JUNKAN Museum 循環ミュージアム

クリエイターが描く「循環」
多様な視点、思想、表現から見つめる「循環」は、こんなにおもしろい!

写真家

白石 晋一朗

4/11

写真集『Samsara(サムサラ)』の表紙の写真。表紙は白く、部分的に光沢を帯びたグラフィックが施されている。上部と下部にそれぞれ2つずつ、冊子を貫通する小さな穴が空けられている。写真集はすべてモノクロームで撮影されている。
『Samsara』の見開きの写真。左ページにはモノクロームの写真、右ページには英語の文章が書かれている写真集の1ページ。デレク・ジャーマンが晩年を過ごした庭の写真と文章。
『Samsara』の見開きの写真。奥には家があり、手前には金属でできた四角い大きな箱のようなものが写っている。
写真集に収録されている2枚の写真。左:敷き詰められた貝殻。 右:地面に置かれた工業製品のオブジェ。奥には海が広がっている。
写真集に収録されている2枚の写真。左:杭と杭を囲っている鎖を上から撮影。 右:写真は遠くから撮影したデレク・ジャーマンの家。中央の境界線によりモノクロの世界が反転している。

自然と人工が溶け合う地点から、輪廻転生を写し出す

写真集『Samsara(サムサラ)』は、2020年に訪れた「デレク・ジャーマンの庭」で撮影した作品です。イギリスの南東部・ダンジェネスという村に、映画監督や舞台監督として活躍し園芸家としての顔ももつデレク・ジャーマンが、晩年を過ごした家と庭があります。

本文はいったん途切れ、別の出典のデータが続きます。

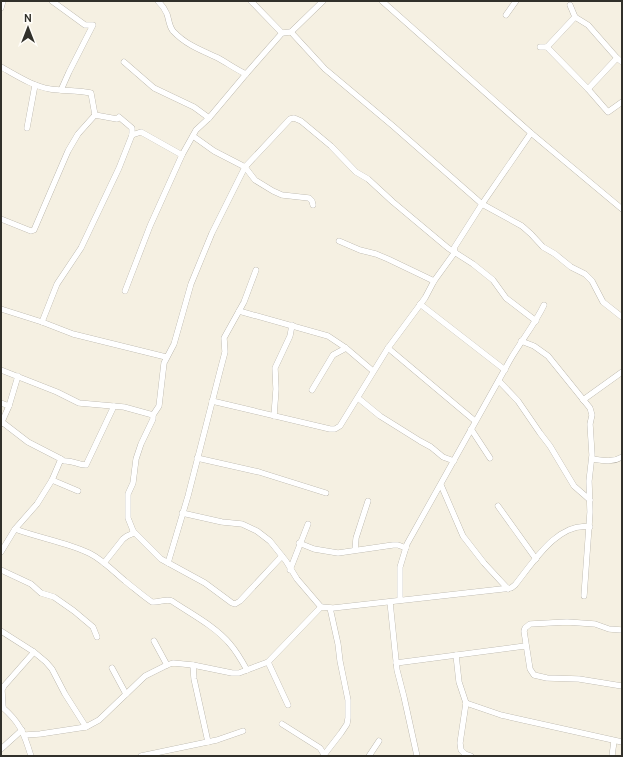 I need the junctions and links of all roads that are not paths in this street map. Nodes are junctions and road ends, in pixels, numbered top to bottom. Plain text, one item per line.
1 (3, 1) edge
2 (52, 1) edge
3 (158, 1) edge
4 (250, 1) edge
5 (322, 1) edge
6 (382, 1) edge
7 (516, 1) edge
8 (570, 5) dead end
9 (1, 8) edge
10 (506, 15) dead end
11 (575, 17) junction
12 (291, 32) junction
13 (282, 33) junction
14 (547, 47) junction
15 (540, 48) dead end
16 (616, 58) junction
17 (124, 62) dead end
18 (622, 62) edge
19 (1, 67) edge
20 (246, 74) junction
21 (35, 85) junction
22 (61, 90) junction
23 (588, 90) junction
24 (622, 102) edge
25 (94, 116) junction
26 (210, 118) junction
27 (26, 128) dead end
28 (132, 128) junction
29 (141, 132) junction
30 (531, 133) junction
31 (132, 135) junction
32 (193, 136) junction
33 (182, 155) junction
34 (245, 167) junction
35 (607, 193) dead end
36 (482, 204) junction
37 (313, 205) dead end
38 (622, 206) edge
39 (622, 209) edge
40 (1, 218) edge
41 (339, 241) dead end
42 (455, 252) junction
43 (256, 270) dead end
44 (434, 281) junction
45 (125, 291) dead end
46 (420, 304) junction
47 (544, 305) dead end
48 (1, 309) edge
49 (239, 311) junction
50 (622, 317) edge
51 (536, 321) junction
52 (42, 322) junction
53 (292, 325) junction
54 (521, 341) junction
55 (346, 348) junction
56 (388, 348) junction
57 (166, 357) junction
58 (1, 370) edge
59 (505, 370) junction
60 (373, 371) junction
61 (622, 372) edge
62 (18, 376) junction
63 (499, 381) junction
64 (312, 390) dead end
65 (358, 398) junction
66 (583, 400) junction
67 (212, 401) junction
68 (1, 403) edge
69 (9, 406) junction
70 (114, 406) junction
71 (153, 415) junction
72 (274, 416) junction
73 (475, 421) junction
74 (1, 423) edge
75 (471, 429) junction
76 (622, 457) edge
77 (197, 458) junction
78 (490, 458) dead end
79 (61, 459) junction
80 (592, 459) junction
81 (454, 461) junction
82 (52, 480) junction
83 (441, 485) junction
84 (78, 491) dead end
85 (326, 493) dead end
86 (590, 500) junction
87 (368, 501) dead end
88 (498, 506) dead end
89 (182, 513) junction
90 (129, 523) junction
91 (308, 524) dead end
92 (590, 527) junction
93 (15, 529) junction
94 (134, 533) junction
95 (123, 539) junction
96 (300, 543) junction
97 (406, 548) junction
98 (355, 550) junction
99 (1, 552) edge
100 (282, 556) junction
101 (536, 559) junction
102 (104, 563) junction
103 (168, 563) junction
104 (1, 570) edge
105 (290, 570) junction
106 (508, 588) junction
107 (584, 596) dead end
108 (400, 600) junction
109 (390, 602) junction
110 (321, 607) junction
111 (330, 608) junction
112 (622, 630) edge
113 (1, 631) edge
114 (97, 636) dead end
115 (154, 641) dead end
116 (525, 646) junction
117 (34, 652) junction
118 (456, 655) junction
119 (268, 662) junction
120 (396, 663) junction
121 (167, 665) junction
122 (193, 665) junction
123 (112, 668) dead end
124 (247, 670) junction
125 (622, 686) edge
126 (126, 694) junction
127 (466, 703) junction
128 (288, 705) dead end
129 (2, 707) edge
130 (282, 724) dead end
131 (86, 727) junction
132 (243, 730) dead end
133 (24, 732) junction
134 (379, 741) dead end
135 (614, 741) junction
136 (208, 742) junction
137 (622, 742) edge
138 (1, 749) edge
139 (324, 755) edge
140 (31, 756) edge
141 (141, 756) edge
142 (369, 756) edge
143 (417, 756) edge
144 (471, 756) edge
145 (612, 756) edge

1 - 9 street
2 - 22 street
3 - 20 street
4 - 13 street
5 - 12 street
6 - 30 street
7 - 10 street
8 - 11 street
11 - 14 street
11 - 16 street
12 - 13 street
12 - 36 street
13 - 20 street
14 - 15 street
14 - 23 street
16 - 18 street
16 - 23 street
17 - 26 street
19 - 21 street
20 - 26 street
21 - 22 street
21 - 27 street
22 - 25 street
23 - 24 street
25 - 28 street
25 - 40 street
26 - 32 street
28 - 29 street
28 - 31 street
29 - 31 street
29 - 33 street
30 - 36 street
30 - 39 street
31 - 52 street
32 - 33 street
32 - 34 street
33 - 45 street
34 - 37 street
34 - 42 street
34 - 57 street
35 - 38 street
36 - 42 street
36 - 50 street
41 - 44 street
42 - 44 street
42 - 51 street
43 - 49 street
44 - 46 street
46 - 56 street
46 - 59 street
47 - 51 street
48 - 52 street
49 - 53 street
49 - 67 street
51 - 54 street
52 - 57 street
53 - 55 street
53 - 72 street
54 - 59 street
54 - 66 street
55 - 60 street
55 - 64 street
56 - 60 street
56 - 73 street
57 - 71 street
58 - 62 street
59 - 63 street
60 - 65 street
61 - 66 street
62 - 69 street
62 - 70 street
63 - 73 street
63 - 86 street
65 - 72 street
65 - 81 street
66 - 80 street
67 - 72 street
67 - 77 street
68 - 69 street
69 - 74 street
70 - 71 street
70 - 79 street
71 - 90 street
73 - 75 street
74 - 79 street
75 - 78 street
75 - 81 street
76 - 80 street
77 - 85 street
77 - 89 street
79 - 82 street
80 - 86 street
81 - 83 street
82 - 84 street
82 - 93 street
83 - 97 street
83 - 106 street
86 - 92 street
87 - 98 street
88 - 101 street
89 - 100 street
89 - 103 street
90 - 94 street
90 - 95 street
91 - 96 street
92 - 101 street
92 - 107 street
93 - 99 street
93 - 102 street
94 - 95 street
94 - 103 street
95 - 102 street
96 - 98 street
96 - 105 street
97 - 98 street
97 - 108 street
100 - 103 street
100 - 105 street
101 - 106 street
102 - 124 street
104 - 114 street
105 - 110 street
106 - 108 street
108 - 109 street
109 - 111 street
109 - 120 street
110 - 111 street
110 - 119 street
111 - 139 street
112 - 116 street
113 - 117 street
115 - 121 street
116 - 118 street
116 - 125 street
117 - 129 street
117 - 131 street
118 - 120 street
118 - 127 street
119 - 124 street
119 - 128 street
120 - 143 street
121 - 122 street
121 - 126 street
122 - 124 street
122 - 136 street
123 - 126 street
126 - 131 street
127 - 135 street
127 - 144 street
129 - 133 street
130 - 139 street
131 - 133 street
132 - 136 street
133 - 138 street
133 - 140 street
134 - 142 street
135 - 137 street
135 - 145 street
136 - 141 street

ダンジェネスで印象的だったのは、自然物と人工物の境界があいまいに溶け合っていたことです。敷地内には、工業製品の廃棄パーツと自然物が組み合わさったオブジェが点在していて、奇妙でありながら深く納得してしまうような小さな箱庭が形作られています。それを見て、僕自身の自然に対する捉え方がそのまま反映されているように感じたんです。

人それぞれ異なった自然観を持っていると思いますが、自分にとっての自然観は、雄大なランドスケープではなく、田園に電信柱が並んでいたり、高速道路のコンクリートの柱が池の中に立っていたり。祖父母の家がある田舎での、人工と自然が入り混じった風景なんです。

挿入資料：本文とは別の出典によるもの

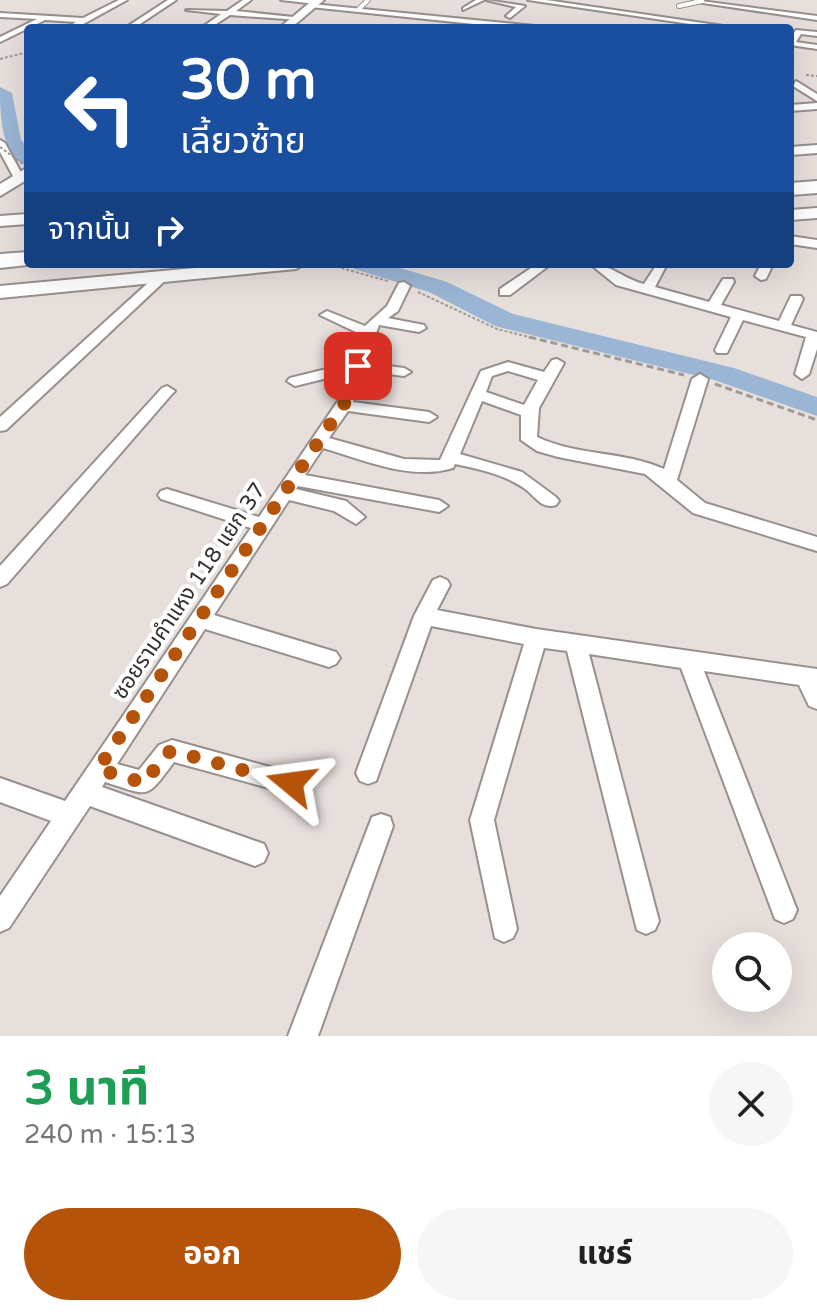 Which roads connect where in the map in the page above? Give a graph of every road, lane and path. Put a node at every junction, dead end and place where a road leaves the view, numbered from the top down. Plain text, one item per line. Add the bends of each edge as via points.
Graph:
1 (124, 0) edge
2 (173, 0) edge
3 (248, 0) edge
4 (284, 0) edge
5 (368, 0) edge
6 (481, 0) edge
7 (489, 0) edge
8 (531, 0) edge
9 (696, 0) edge
10 (742, 0) edge
11 (702, 1) edge
12 (761, 1) edge
13 (618, 2) dead end
14 (570, 3) edge
15 (679, 6) dead end
16 (261, 7) dead end
17 (92, 8) dead end
18 (659, 8) dead end
19 (105, 9) junction
20 (465, 9) dead end
21 (190, 10) dead end
22 (358, 10) junction
23 (607, 11) junction
24 (817, 11) edge
25 (227, 13) junction
26 (304, 13) edge
27 (700, 15) dead end
28 (1, 16) edge
29 (270, 16) junction
30 (510, 16) dead end
31 (651, 17) junction
32 (43, 18) junction
33 (817, 18) edge
34 (83, 20) junction
35 (630, 23) dead end
36 (694, 23) junction
37 (31, 24) edge
38 (76, 24) edge
39 (135, 24) edge
40 (211, 24) edge
41 (260, 24) edge
42 (496, 24) edge
43 (640, 24) edge
44 (709, 24) edge
45 (24, 28) edge
46 (817, 34) edge
47 (794, 37) edge
48 (0, 40) edge
49 (794, 40) edge
50 (817, 47) edge
51 (24, 53) edge
52 (0, 59) edge
53 (796, 84) dead end
54 (817, 98) edge
55 (817, 106) edge
56 (794, 108) edge
57 (0, 145) edge
58 (817, 149) edge
59 (794, 151) edge
60 (817, 170) edge
61 (24, 172) edge
62 (24, 172) edge
63 (794, 173) edge
64 (24, 174) edge
65 (817, 187) edge
66 (794, 189) edge
67 (0, 191) edge
68 (24, 216) edge
69 (0, 218) edge
70 (24, 239) edge
71 (794, 241) edge
72 (0, 242) edge
73 (817, 244) edge
74 (24, 259) edge
75 (0, 261) edge
76 (248, 268) edge
77 (341, 268) edge
78 (539, 268) edge
79 (602, 268) edge
80 (661, 268) edge
81 (165, 275) junction
82 (728, 282) dead end
83 (404, 286) junction
84 (647, 289) junction
85 (0, 292) edge
86 (505, 292) dead end
87 (796, 299) dead end
88 (713, 307) junction
89 (327, 315) dead end
90 (739, 315) junction
91 (372, 326) junction
92 (783, 327) junction
93 (419, 328) dead end
94 (816, 336) edge
95 (722, 350) dead end
96 (358, 366) junction
97 (404, 372) dead end
98 (802, 374) dead end
99 (700, 379) junction
100 (295, 381) dead end
101 (167, 391) dead end
102 (477, 394) junction
103 (343, 405) junction
104 (528, 412) junction
105 (429, 417) dead end
106 (817, 420) edge
107 (0, 426) edge
108 (319, 441) junction
109 (450, 457) junction
110 (668, 483) junction
111 (289, 485) junction
112 (167, 495) dead end
113 (550, 501) dead end
114 (439, 506) dead end
115 (356, 517) dead end
116 (263, 525) junction
117 (817, 544) edge
118 (0, 579) edge
119 (440, 585) dead end
120 (424, 616) junction
121 (200, 619) junction
122 (536, 638) junction
123 (576, 644) junction
124 (329, 658) dead end
125 (689, 660) junction
126 (812, 678) edge
127 (817, 699) edge
128 (98, 769) junction
129 (368, 773) dead end
130 (291, 783) dead end
131 (0, 790) edge
132 (84, 792) junction
133 (69, 815) junction
134 (381, 826) dead end
135 (255, 853) dead end
136 (784, 910) dead end
137 (0, 919) edge
138 (646, 921) dead end
139 (504, 929) dead end
140 (303, 1036) edge

1 - 19 street
2 - 39 street
3 - 25 street
4 - 26 street
5 - 22 lane
6 - 20 street
7 - 30 street via 522,6
8 - 14 street
9 - 11 street
10 - 12 street
11 - 15 lane
11 - 33 street
12 - 24 street
13 - 23 street
14 - 23 street
16 - 26 street
17 - 19 street
18 - 31 street
19 - 34 street
21 - 25 street
22 - 26 street
22 - 42 street
23 - 31 street
25 - 29 street
25 - 40 street
26 - 29 street
27 - 36 street
28 - 32 street
29 - 41 street
31 - 36 street
32 - 34 street
32 - 37 street
34 - 38 street
35 - 43 street
36 - 44 street
45 - 48 street
46 - 47 street via 799,32
49 - 50 street
51 - 52 path
53 - 54 street
55 - 56 street
57 - 61 street
57 - 62 path, bridge
58 - 59 main road
60 - 63 highway
64 - 67 main road
65 - 66 highway
68 - 69 main road
70 - 72 highway
71 - 73 street
74 - 75 highway
76 - 81 main road
77 - 83 path
78 - 86 street
79 - 84 street via 621,282
80 - 84 street
81 - 85 main road
81 - 107 street
82 - 88 street
83 - 91 street, ซอยรามคำแหง 118 แยก 37 via 393,308
83 - 99 path via 497,329
84 - 88 street
87 - 92 street
88 - 90 street
89 - 91 street
90 - 92 street
90 - 95 street
91 - 93 street
91 - 96 street, ซอยรามคำแหง 118 แยก 37
92 - 94 street
94 - 98 street
96 - 97 street
96 - 100 street
96 - 103 street, ซอยรามคำแหง 118 แยก 37
99 - 106 path
99 - 110 street
101 - 118 street
102 - 104 street
102 - 104 street via 493,368 552,371
102 - 109 street
103 - 105 street
103 - 108 street, ซอยรามคำแหง 118 แยก 37
104 - 110 street via 529,440 600,462 650,470
108 - 109 street via 421,467 441,468
108 - 111 street, ซอยรามคำแหง 118 แยก 37
109 - 113 street via 528,480
110 - 117 street via 699,508
111 - 114 street
111 - 115 street
111 - 116 street, ซอยรามคำแหง 118 แยก 37
112 - 116 street
116 - 121 street, ซอยรามคำแหง 118 แยก 37
119 - 120 street
120 - 122 street
120 - 129 street
121 - 124 street
121 - 128 street, ซอยรามคำแหง 118 แยก 37
122 - 123 street
122 - 139 street via 482,820
123 - 125 street
123 - 138 street
125 - 126 street
125 - 136 street
126 - 127 street
128 - 130 street via 144,783 172,751
128 - 132 street, ซอยรามคำแหง 118 แยก 37
131 - 133 street
132 - 133 street, ซอยรามคำแหง 118 แยก 37
132 - 135 street
133 - 137 street, ซอยรามคำแหง 118 แยก 37
134 - 140 street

また、自然物と人工物の対比だけでなく、生と死、意識と無意識、未来と過去──さまざまな対になるものが全て溶け合い、時間の感覚が覆るような不思議な感覚を覚えました。その感覚を一冊の写真集で視覚化することを試みています。

写真は、ダンジェネスで感じた感覚が視覚的にその光景の中のどの要因から来ているかをあぶり出すためにモノクロームで撮影しています。フィルムで撮った写真に、後からデジタル上でソラリゼーションという技法を付加し、1枚の中にポジ(生)とネガ(死)を共存させています。写真に関しては、自分のなかでフィルム=熱、デジタル=技法、みたいな区別があって。フィルムでは特に愛しい対象を撮りたくなります。だから今回も、撮影はフィルムを選択しました。不思議とスキャンによってデータ化されても、フィルムがもつ熱は消えないと思っています。

タイトル『Samsara』は、サンスクリット語で「輪廻転生」という意味です。風景から感じた、生きているけど同時に死を感じる感覚。生と死の循環を暗示させるため、白のブランクページ(生)と写真のページ(死)を繰り返すページ構成にしました。またこの本には、多くの円形が登場します。本の4箇所に空けた小さな穴も、ポストカードのモチーフになっている、海岸で拾い集めた丸穴の開いた石も、輪廻転生の世界観を表現しています。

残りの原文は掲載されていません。